» **Try it**: In the copy, include all of the listing exactly and none of its pictures.
# # # # #
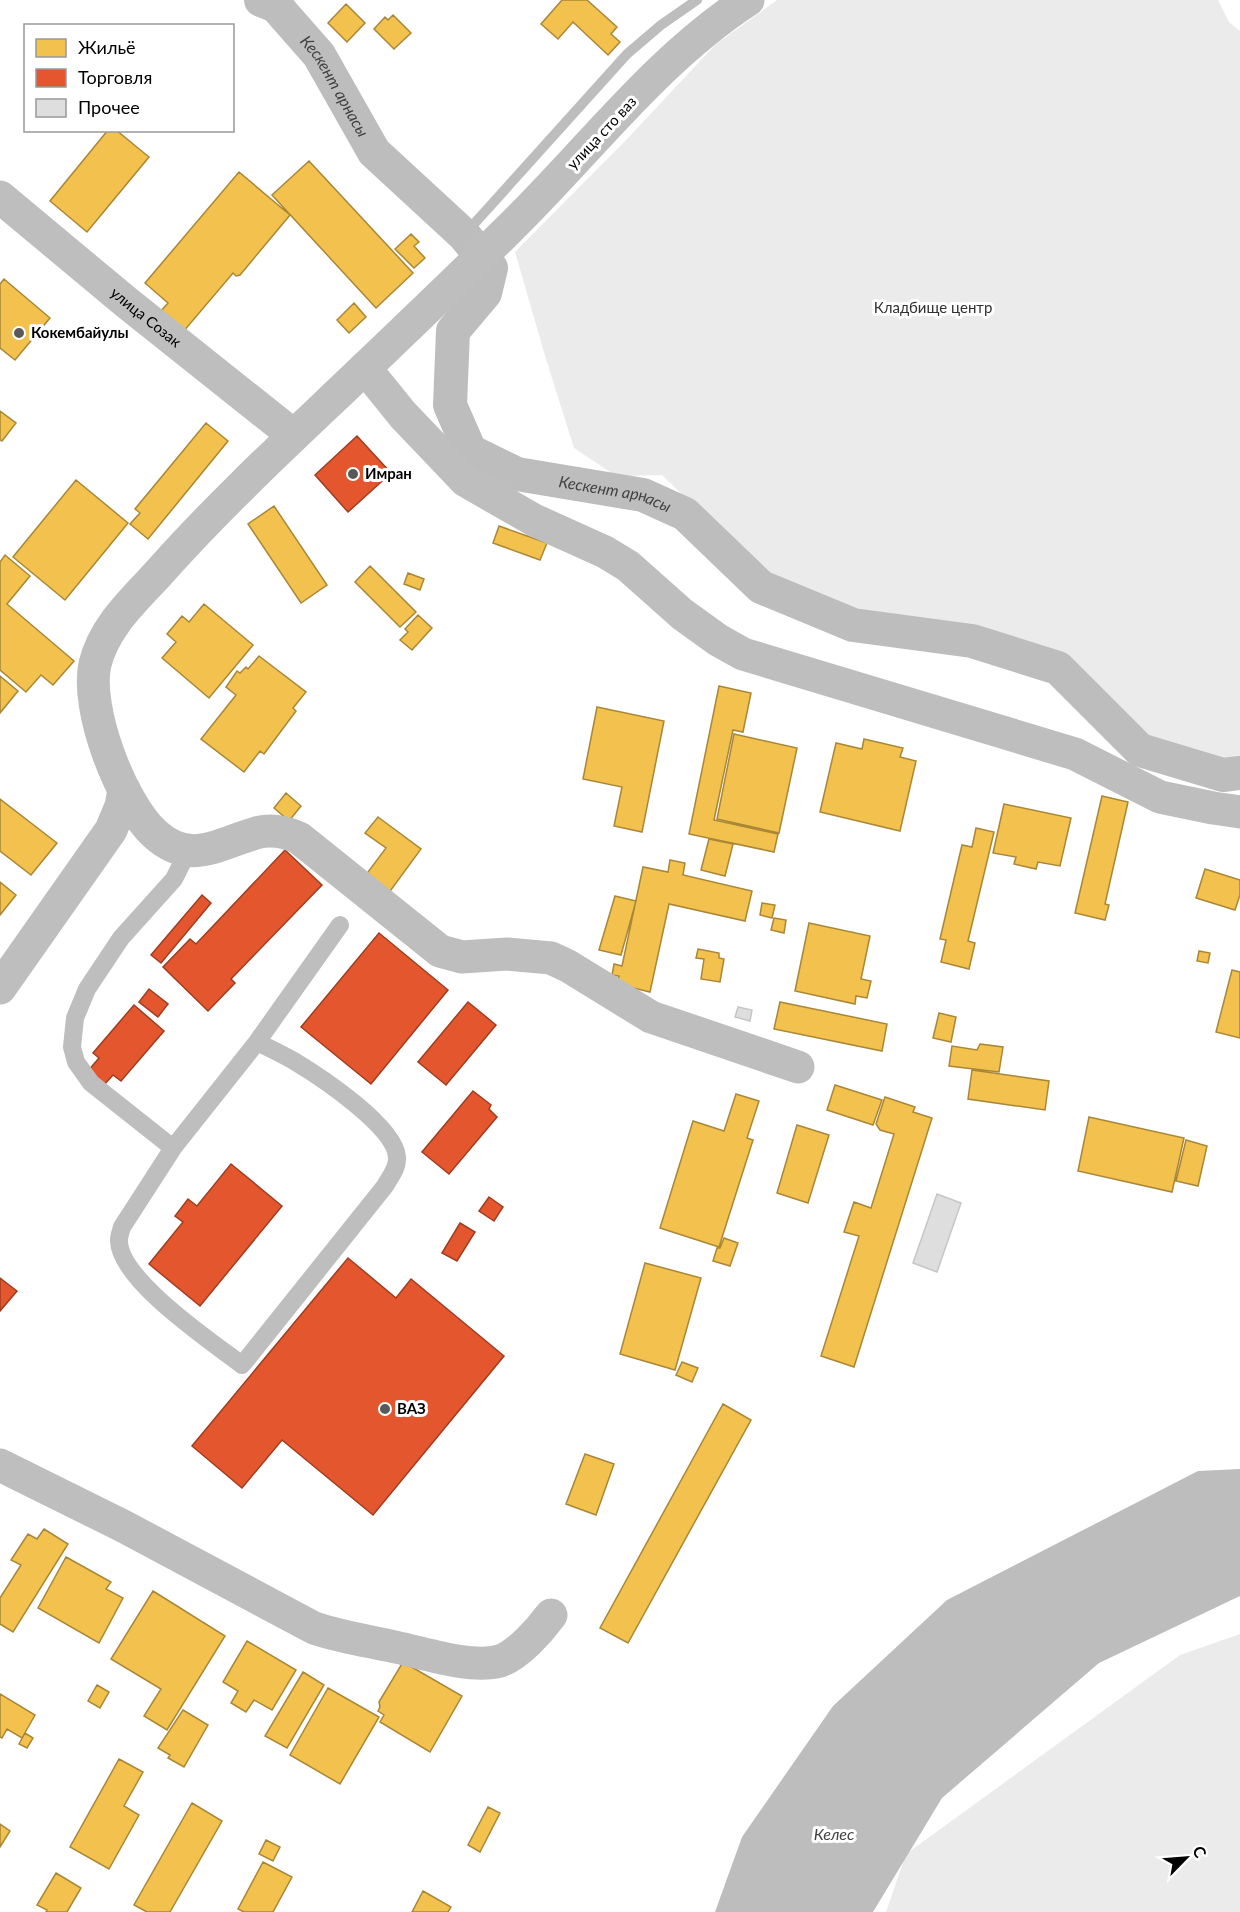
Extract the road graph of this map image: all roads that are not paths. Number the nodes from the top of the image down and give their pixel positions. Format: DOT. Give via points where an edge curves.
graph roads {
  1 [pos="748,0"];
  2 [pos="0,197"];
  3 [pos="365,368"];
  4 [pos="293,435"];
  5 [pos="124,790"];
  6 [pos="1240,812"];
  7 [pos="188,850"];
  8 [pos="340,925"];
  9 [pos="0,988"];
  10 [pos="257,1042"];
  11 [pos="798,1067"];
  12 [pos="173,1148"];
  13 [pos="0,1465"];
  14 [pos="551,1615"];
  1 -- 3 [label="street, улица сто ваз" via="718,19 666,65 503,235"];
  2 -- 4 [label="street, улица Созак"];
  3 -- 4 [label="street, улица сто ваз"];
  3 -- 6 [label="street" via="466,481 628,566 682,614 743,654 1075,754 1160,797"];
  4 -- 5 [label="street, улица сто ваз" via="197,530 110,629 96,662 93,689 112,763"];
  5 -- 7 [label="street, улица сто ваз" via="153,833 173,848"];
  5 -- 9 [label="street" via="111,830"];
  7 -- 11 [label="street" via="206,850 258,832 288,833 440,951 462,957 507,954 551,958 651,1017"];
  7 -- 12 [label="lane" via="174,879 121,938 87,989 75,1018 72,1047 76,1062 91,1083"];
  8 -- 10 [label="lane"];
  10 -- 12 [label="lane"];
  10 -- 12 [label="lane" via="293,1060 344,1094 380,1127 397,1156 396,1168 385,1186 242,1365 150,1292 123,1255 119,1241 122,1227"];
  13 -- 14 [label="street" via="314,1628 338,1636 484,1663 502,1660 520,1648"];
}
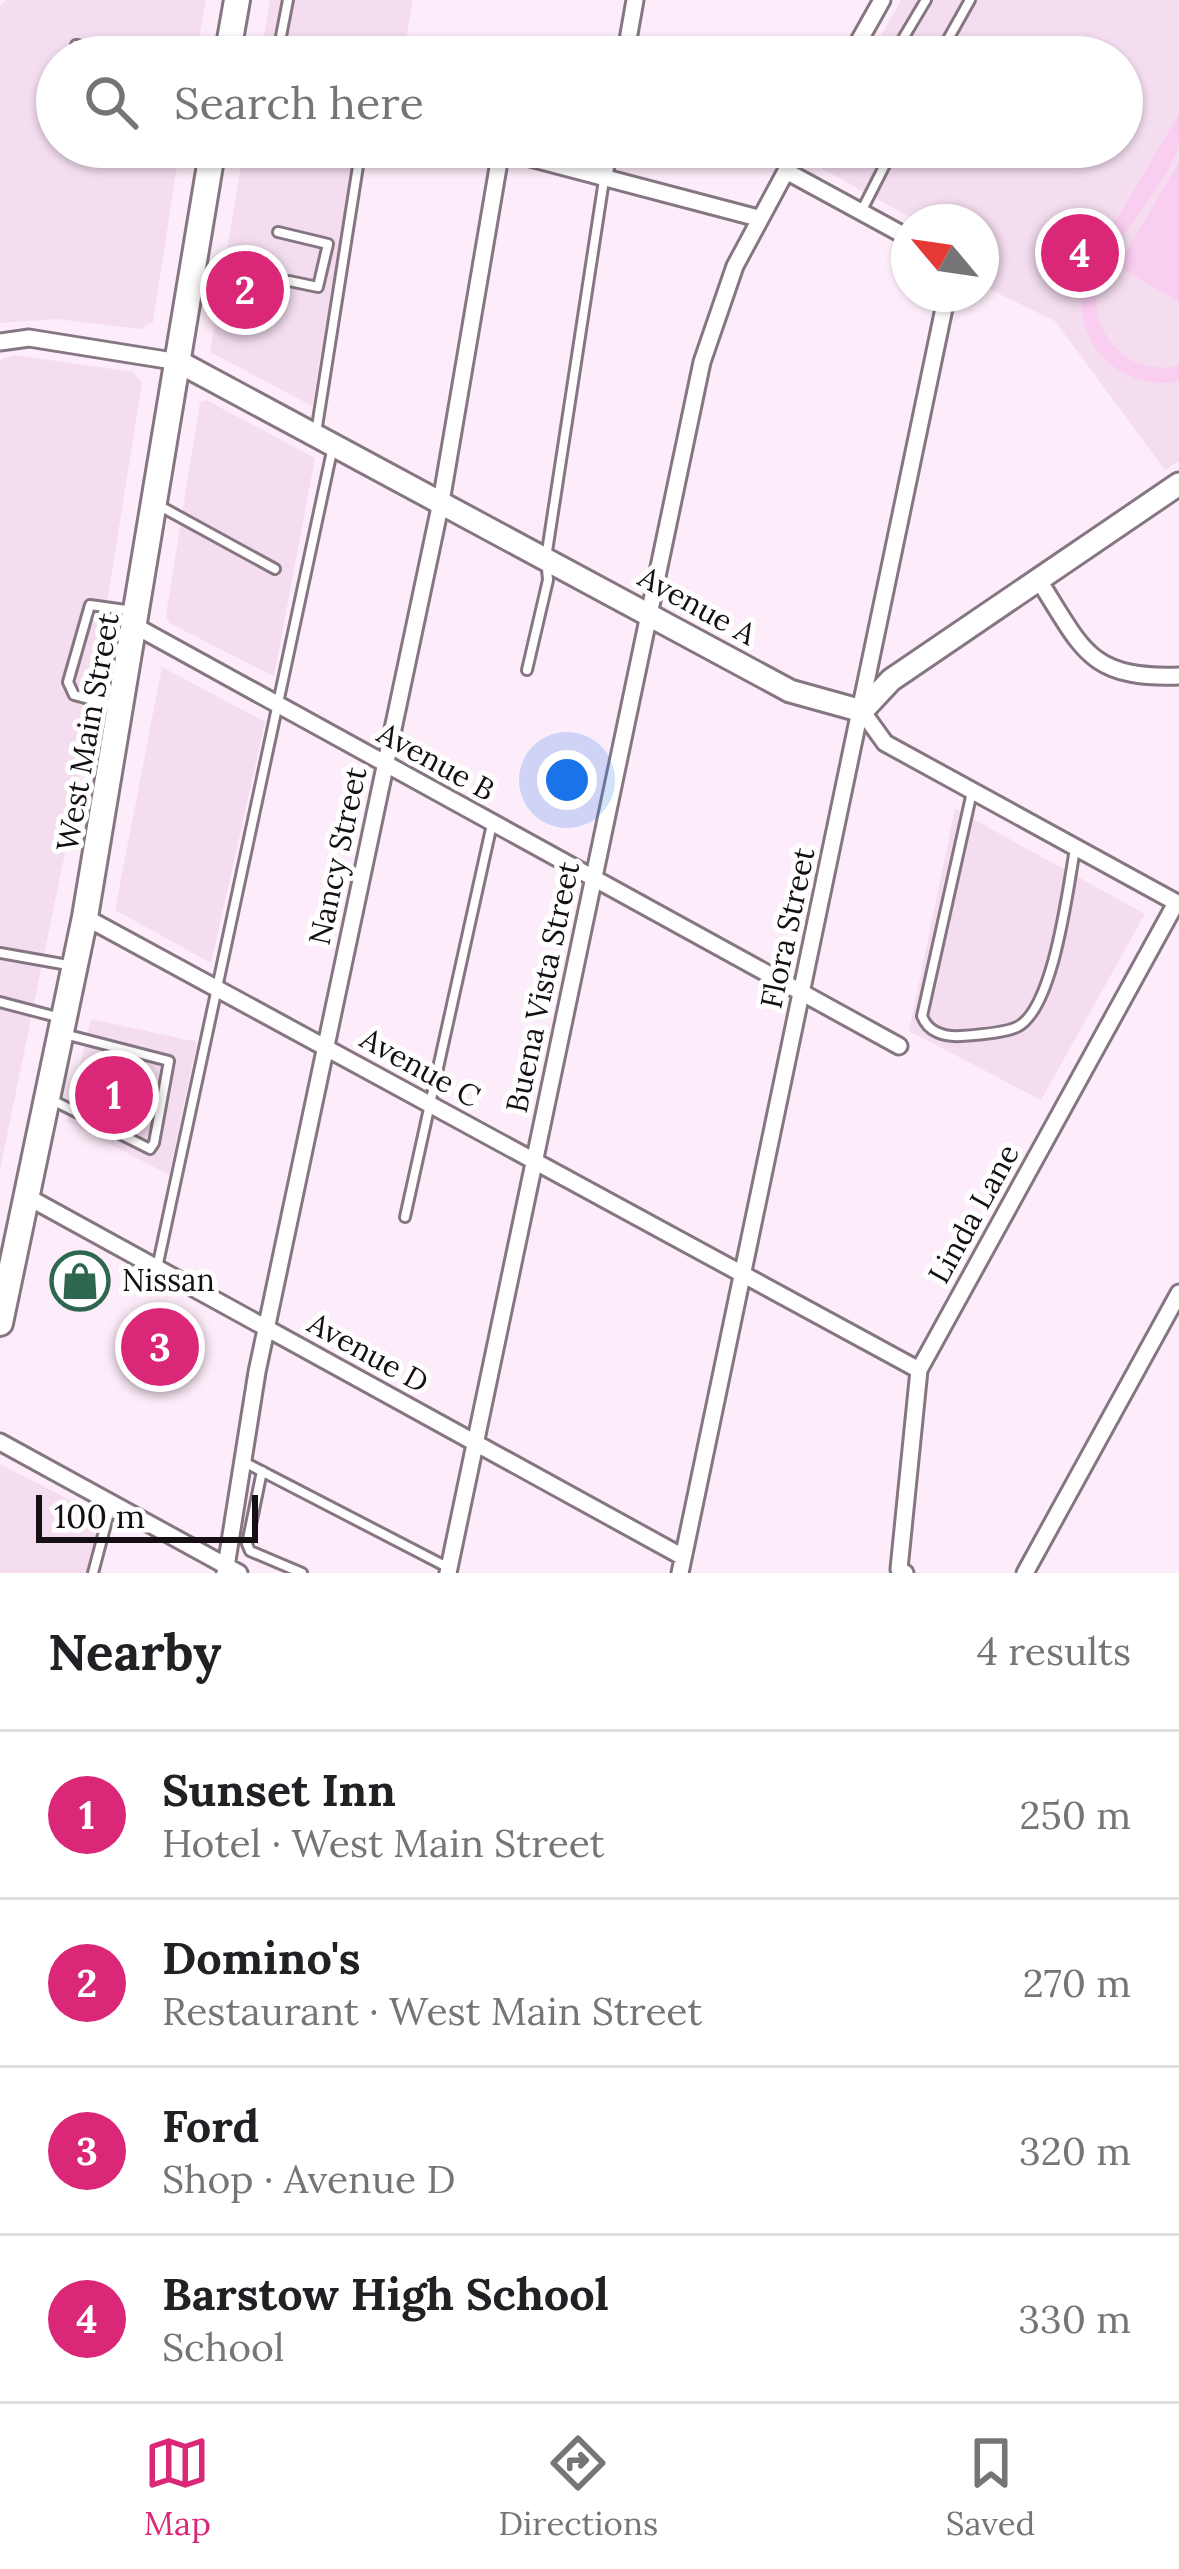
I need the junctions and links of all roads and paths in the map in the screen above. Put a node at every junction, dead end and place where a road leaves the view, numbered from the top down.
# # # # #
» **Solution to this problem**:
Extract the road graph of this map image: all roads that are not paths. Number the nodes from the top of the image down and give their pixel positions. Format: DOT. Give via points where an edge curves.
graph roads {
  1 [pos="748,0"];
  2 [pos="0,197"];
  3 [pos="365,368"];
  4 [pos="293,435"];
  5 [pos="124,790"];
  6 [pos="1240,812"];
  7 [pos="188,850"];
  8 [pos="340,925"];
  9 [pos="0,988"];
  10 [pos="257,1042"];
  11 [pos="798,1067"];
  12 [pos="173,1148"];
  13 [pos="0,1465"];
  14 [pos="551,1615"];
  1 -- 3 [label="street, улица сто ваз" via="718,19 666,65 503,235"];
  2 -- 4 [label="street, улица Созак"];
  3 -- 4 [label="street, улица сто ваз"];
  3 -- 6 [label="street" via="466,481 628,566 682,614 743,654 1075,754 1160,797"];
  4 -- 5 [label="street, улица сто ваз" via="197,530 110,629 96,662 93,689 112,763"];
  5 -- 7 [label="street, улица сто ваз" via="153,833 173,848"];
  5 -- 9 [label="street" via="111,830"];
  7 -- 11 [label="street" via="206,850 258,832 288,833 440,951 462,957 507,954 551,958 651,1017"];
  7 -- 12 [label="lane" via="174,879 121,938 87,989 75,1018 72,1047 76,1062 91,1083"];
  8 -- 10 [label="lane"];
  10 -- 12 [label="lane"];
  10 -- 12 [label="lane" via="293,1060 344,1094 380,1127 397,1156 396,1168 385,1186 242,1365 150,1292 123,1255 119,1241 122,1227"];
  13 -- 14 [label="street" via="314,1628 338,1636 484,1663 502,1660 520,1648"];
}
I need the junctions and links of all roads and paths in the map in the screen above. Put a node at every junction, dead end and place where a road leaves the view, numbered from the top down.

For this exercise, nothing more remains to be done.